Juan José Imbroda considera que la respuesta dada en el Senado por el Gobierno a una pregunta del Grupo Popular sobre el cierre de la aduana comercial de Beni Enzar es más una declaración de voluntades que la solución al problema. El presidente de la Ciudad ha anunciado que pedirá al ministro de Asuntos Exteriores que le explique en persona qué gestiones ha hecho su Gobierno para evitar que siga cerrada, ya que tres meses después no hay ningún avance en ese sentido.

Eso es lo que interpreta el presidente del escrito que recibió ayer del ministerio, un documento en el que Exteriores asegura que desde que tuvo conocimiento de la noticia está en contacto con la parte marroquí para conocer los extremos y el alcance de la medida y tratar de encontrar una solución satisfactoria.

Además de confirmar que el ministro ha tratado directamente la cuestión con su homólogo marroquí, en ese escrito recuerda Exteriores que las autoridades aduaneras de ambos países se reunieron el pasado 13 de septiembre en Rabat y que en el curso de ese encuentro, que se desarrolló en un clima cordial, se acordó establecer un grupo de trabajo para analizar de manera global y duradera la cuestión teniendo en cuenta el interés de ambas partes.

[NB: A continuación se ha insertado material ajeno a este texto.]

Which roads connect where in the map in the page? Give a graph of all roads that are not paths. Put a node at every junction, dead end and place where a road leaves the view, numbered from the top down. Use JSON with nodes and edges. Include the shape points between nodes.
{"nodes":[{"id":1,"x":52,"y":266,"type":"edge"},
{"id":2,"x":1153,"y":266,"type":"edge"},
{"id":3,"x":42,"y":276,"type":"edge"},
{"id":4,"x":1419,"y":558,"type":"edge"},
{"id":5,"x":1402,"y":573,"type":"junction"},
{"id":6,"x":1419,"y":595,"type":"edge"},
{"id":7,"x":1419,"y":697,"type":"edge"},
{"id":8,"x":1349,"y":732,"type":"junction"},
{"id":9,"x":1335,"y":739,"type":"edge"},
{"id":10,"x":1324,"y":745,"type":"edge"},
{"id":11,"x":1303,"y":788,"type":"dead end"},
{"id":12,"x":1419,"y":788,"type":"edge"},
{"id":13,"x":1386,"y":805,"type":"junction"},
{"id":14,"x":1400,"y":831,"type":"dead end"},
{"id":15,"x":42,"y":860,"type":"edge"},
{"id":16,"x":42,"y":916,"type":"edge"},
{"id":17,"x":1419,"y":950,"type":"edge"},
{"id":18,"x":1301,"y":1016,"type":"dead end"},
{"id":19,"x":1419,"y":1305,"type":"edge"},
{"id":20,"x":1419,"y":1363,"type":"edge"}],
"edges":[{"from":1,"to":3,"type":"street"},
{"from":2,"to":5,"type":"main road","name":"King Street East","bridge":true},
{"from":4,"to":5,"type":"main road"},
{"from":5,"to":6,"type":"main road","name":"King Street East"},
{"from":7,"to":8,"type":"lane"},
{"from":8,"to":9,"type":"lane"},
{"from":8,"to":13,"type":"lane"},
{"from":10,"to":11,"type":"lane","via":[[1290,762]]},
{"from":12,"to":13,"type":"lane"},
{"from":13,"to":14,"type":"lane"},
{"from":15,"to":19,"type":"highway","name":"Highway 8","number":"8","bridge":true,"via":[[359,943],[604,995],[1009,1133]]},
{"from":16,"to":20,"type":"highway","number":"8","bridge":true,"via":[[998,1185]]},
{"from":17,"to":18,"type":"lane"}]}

Confía el ministerio en que, en el marco de las excelentes relaciones que mantiene con Marruecos, se acuerde la mejor manera de abordar esta cuestión en beneficio de Melilla y del resto de España. Según el Gobierno, su objetivo es el desarrollo y la prosperidad de las ciudades autónomas. También admite que es consciente de la importancia del comercio en el progreso económico y social de Ceuta y Melilla, por lo que no escatimará esfuerzos para favorecer su desarrollo.